As primeiras descrições da região do Alto Rio Negro e seus recursos, remontam à passagem da expedição de Pedro Teixeira em 1639, pelo seu cronista, o padre jesuíta espanhol Cristóbal de Acuña. Ao final desse século, em 1695, missionários carmelitas venciam as corredeiras para catequizar os indígenas do rio Uaupés, do rio Tiquié e do rio Içana, alargando os domínio da Coroa Portuguesa até às fronteiras com as atuais Colômbia e Venezuela.

Em consequência do Tratado de Madrid (1750), e do estabelecimento da Capitania de São José do Rio Negro (1755), com a finalidade de controlar os descimentos indígenas e de delimitar os domínios de Portugal na região, foram organizadas diversas expedições para patrulhar e fortificar o Alto Rio Negro. O governador da capitania, Tenente-coronel Gabriel de Souza Filgueiras (1760-1761), conforme deliberação de 23 de Maio de 1761, enviou para a área o capitão José da Silva Delgado à frente de um pequeno destacamento, com a missão de fortificá-la. Ao final desse mesmo ano, o destacamento instalou-se na aldeia de Curucui, erguendo (ou reerguendo) um fortim em uma das ilhas existentes (ilha Adana?), a partir do qual prosseguiu subindo o curso rio e tomando posse das aldeias de São José, São Pedro, Santa Maria e Santa Bárbara, e fundando outras, como as de São José Batista, na foz do rio Xié, Santa Isabel, na foz do rio Uaupés (Cuiarí), Senhor da Pedra, na cachoeira Caioba, Nossa Senhora de Nazaré, na ilha de São Gabriel, São Sebastião e São Francisco, na cachoeira do Vento e Santo Antônio, no rio Mariuá. A povoação, que remontava a 1759, viria a ser elevada a vila em 1833 com o nome de São Gabriel, em homenagem aquele governador.

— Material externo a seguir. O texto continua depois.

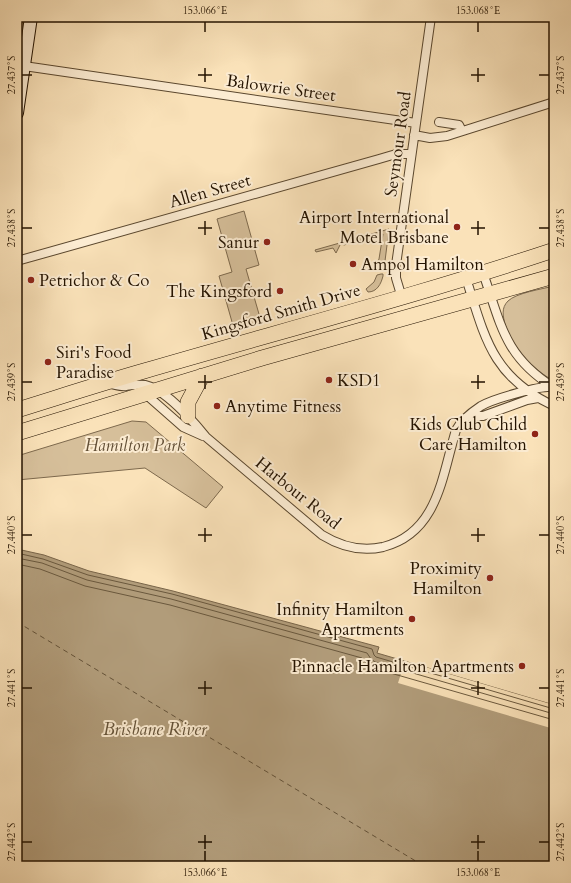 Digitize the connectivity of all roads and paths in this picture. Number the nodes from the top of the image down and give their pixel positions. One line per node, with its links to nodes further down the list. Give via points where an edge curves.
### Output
1 (31, 17): 3 (street)
2 (431, 17): 7 (street, Seymour Road)
3 (24, 66): 5 (street); 7 (street, Balowrie Street)
4 (554, 102): 8 (street)
5 (17, 113)
6 (438, 122): 8 (street, via 459,125)
7 (416, 123): 9 (street, Seymour Road)
8 (462, 131): 9 (street, via 435,138)
9 (414, 135): 10 (street, Seymour Road)
10 (411, 154): 12 (street, Allen Street, via 379,158); 17 (street, Seymour Road, via 396,265 396,278)
11 (554, 250): 13 (highway, Kingsford Smith Drive)
12 (17, 261)
13 (483, 273): 15 (highway, Kingsford Smith Drive); 16 (street)
14 (554, 276): 16 (highway)
15 (466, 278): 17 (highway, Kingsford Smith Drive); 18 (street)
16 (490, 294): 18 (highway); 21 (street, via 502,330 519,359)
17 (402, 298): 20 (highway, Kingsford Smith Drive)
18 (473, 299): 19 (highway); 23 (street, via 494,355)
19 (202, 376): 22 (highway); 28 (highway, via 188,402)
20 (105, 382): 22 (street, Harbour Road, via 125,386 144,385); 27 (highway, Kingsford Smith Drive)
21 (554, 387): 23 (street, Harbour Road)
22 (156, 390): 24 (highway); 28 (street, Harbour Road)
23 (527, 391): 25 (street); 29 (street, Harbour Road, via 481,406)
24 (142, 394): 30 (highway); 31 (street, Harbour Road, via 183,427)
25 (538, 398): 26 (street); 29 (street, via 483,416)
26 (554, 406)
27 (17, 410)
28 (188, 416): 31 (street, Harbour Road)
29 (469, 416): 31 (street, Harbour Road, via 459,423 437,496 421,523 406,538 394,544 366,549 334,542 322,535)
30 (17, 433)
31 (206, 437)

OLIVEIRA (1968) refere que Delgado construiu uma casa-forte na ilha de São Gabriel, e fundou a povoação de Nossa Senhora da Nazaré da Curiana em terra firme. Filipe Sturm chamou a essa casa-forte "Presídio da ilha de S. Gabriel". Terá sido transformado mais tarde em uma vigia (OLIVEIRA denomina-a de "guarita"), com dois pavimentos, pelo Capitão Simão Coelho Peixoto. Esta, por sua vez, foi destruída por um incêndio (26 de setembro de 1762), deixando a sua guarnição desabrigada.

O forte[editar | editar código-fonte]

Com o falecimento do governador Souza Filgueiras (7 de Setembro de 1761), assumiu interinamente o governo da capitania o Coronel Nuno da Cunha Ataíde Varona, que transmitiu o poder ao Coronel Valério Correia Botelho de Andrade (24 de Dezembro de 1761). Este Oficial compreendeu que o fortim erguido pelo capitão José da Silva Delgado não atendia às necessidades de defesa e, expondo a situação ao governador e capitão-general do Estado do Grão-Pará e Maranhão, Manuel Bernardo de Melo e Castro (1759-1763) e solicitando a construção de um reduto mais sólido, capaz de impor a soberania Portuguesa face às investidas espanholas na região.

Desse modo, em 1762 partiu de Belém do Pará o capitão Phillip Sturm, engenheiro militar alemão a serviço de Portugal, com instruções para atender às solicitações de Botelho de Andrade. No local, Sturm recomendou a mudança do local do forte para posição dominante em terra firme, salientando as melhores condições para a construção e a maior facilidade para a sua defesa, tanto a montante quanto a jusante do rio.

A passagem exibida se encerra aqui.